(TASK DESCRIPTION):
Could you copy the records below exactly, leaving out any pictures?

(RECORDS FOR PROCESSING):
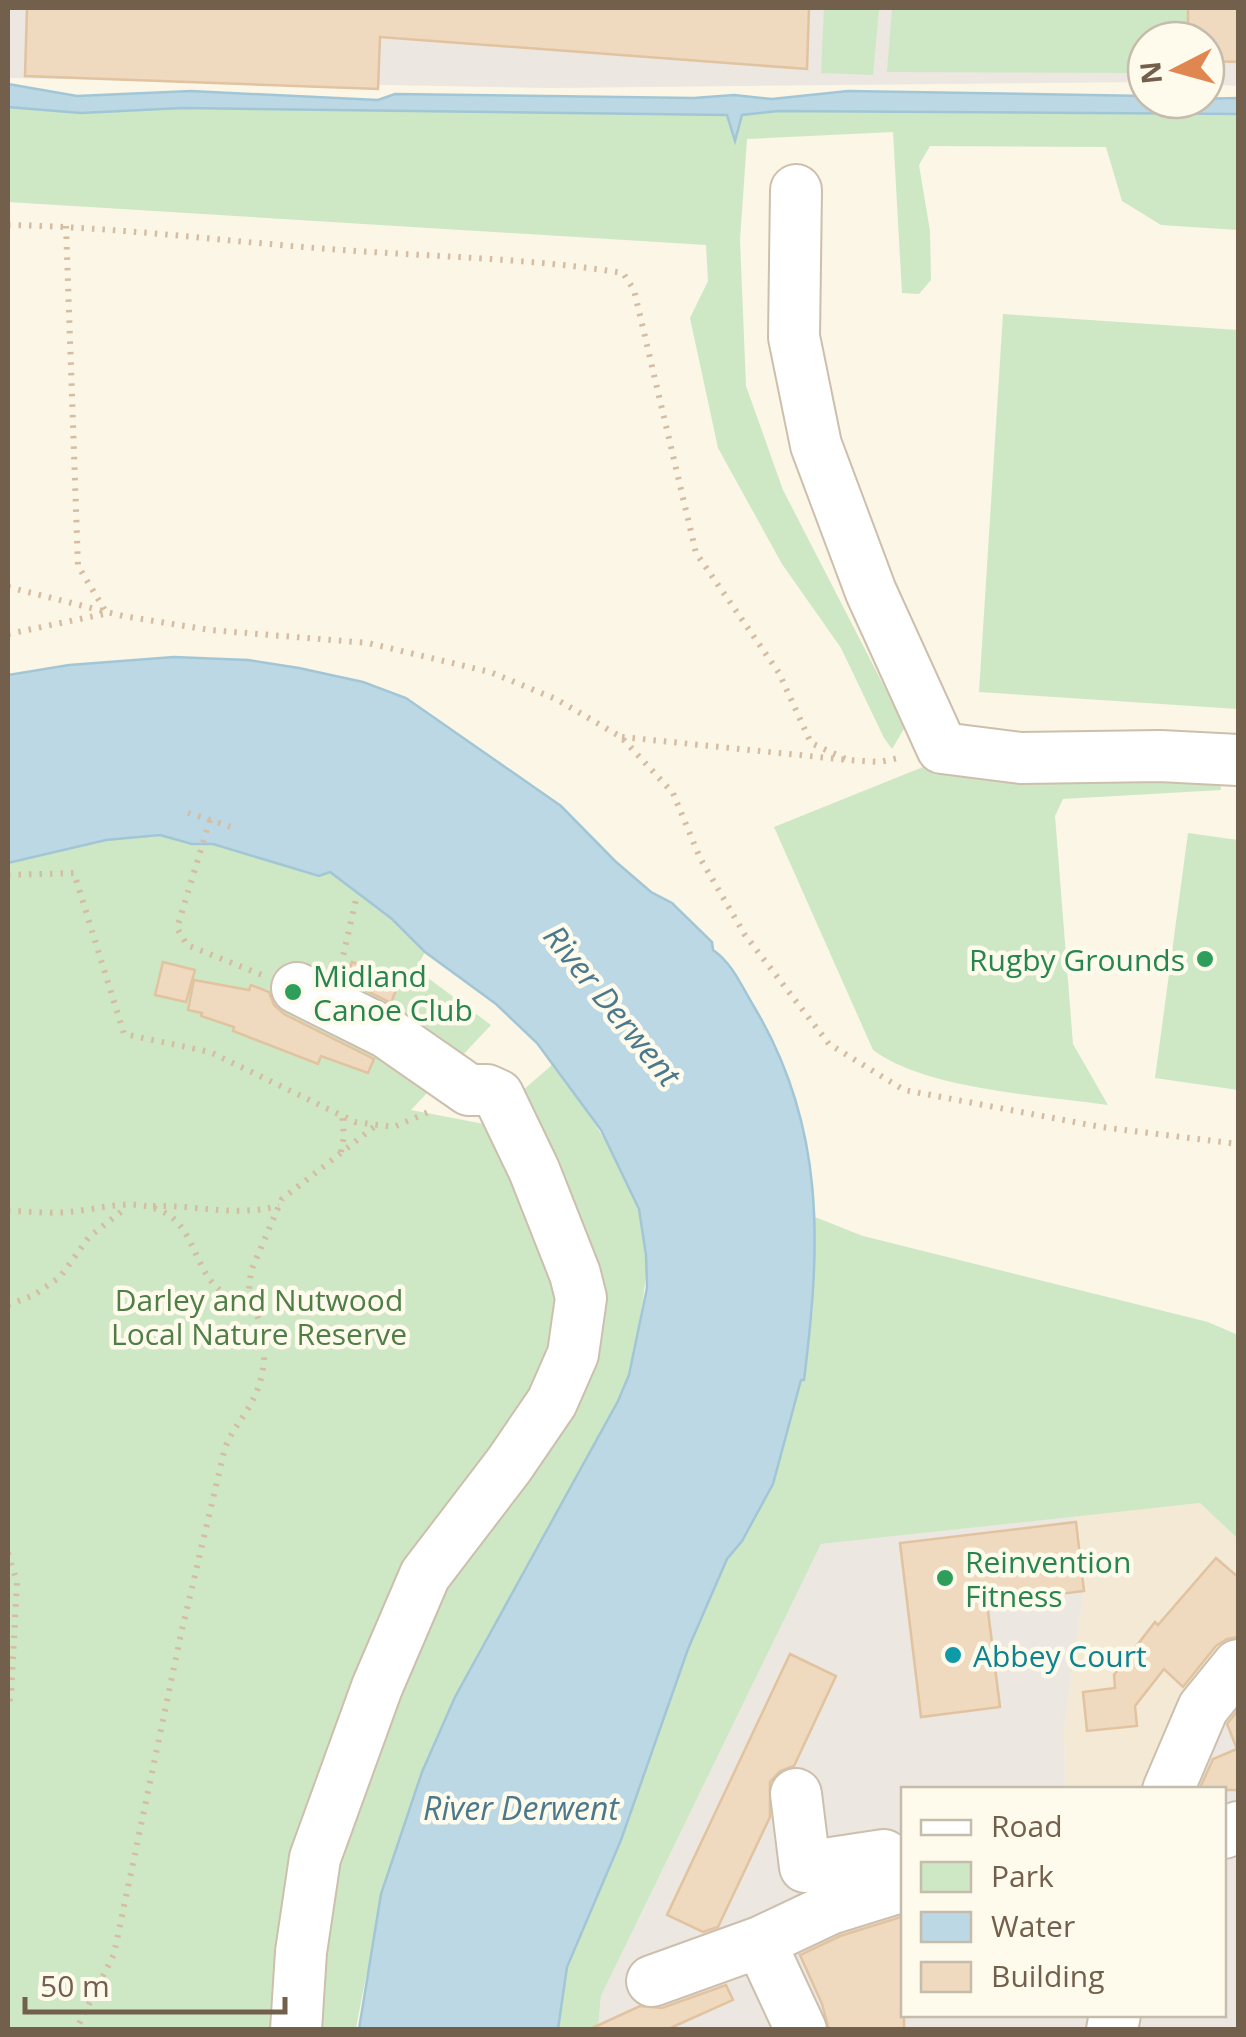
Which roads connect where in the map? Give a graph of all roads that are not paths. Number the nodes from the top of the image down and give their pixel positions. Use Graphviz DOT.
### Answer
graph roads {
  1 [pos="796,190"];
  2 [pos="1238,760"];
  3 [pos="297,988"];
  4 [pos="1238,1665"];
  5 [pos="1169,1787"];
  6 [pos="796,1794"];
  7 [pos="894,1871"];
  8 [pos="760,1942"];
  9 [pos="652,1981"];
  10 [pos="296,2030"];
  11 [pos="801,2030"];
  1 -- 2 [label="street"];
  3 -- 10 [label="street"];
  4 -- 5 [label="street"];
  6 -- 7 [label="street"];
  7 -- 8 [label="street"];
  8 -- 9 [label="street"];
  8 -- 11 [label="street"];
}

(EXERCISE ANSWER):
Which roads connect where in the map? Give a graph of all roads that are not paths. Number the nodes from the top of the image down and give their pixel positions. Use Graphviz DOT.
### Answer
graph roads {
  1 [pos="796,190"];
  2 [pos="1238,760"];
  3 [pos="297,988"];
  4 [pos="1238,1665"];
  5 [pos="1169,1787"];
  6 [pos="796,1794"];
  7 [pos="894,1871"];
  8 [pos="760,1942"];
  9 [pos="652,1981"];
  10 [pos="296,2030"];
  11 [pos="801,2030"];
  1 -- 2 [label="street"];
  3 -- 10 [label="street"];
  4 -- 5 [label="street"];
  6 -- 7 [label="street"];
  7 -- 8 [label="street"];
  8 -- 9 [label="street"];
  8 -- 11 [label="street"];
}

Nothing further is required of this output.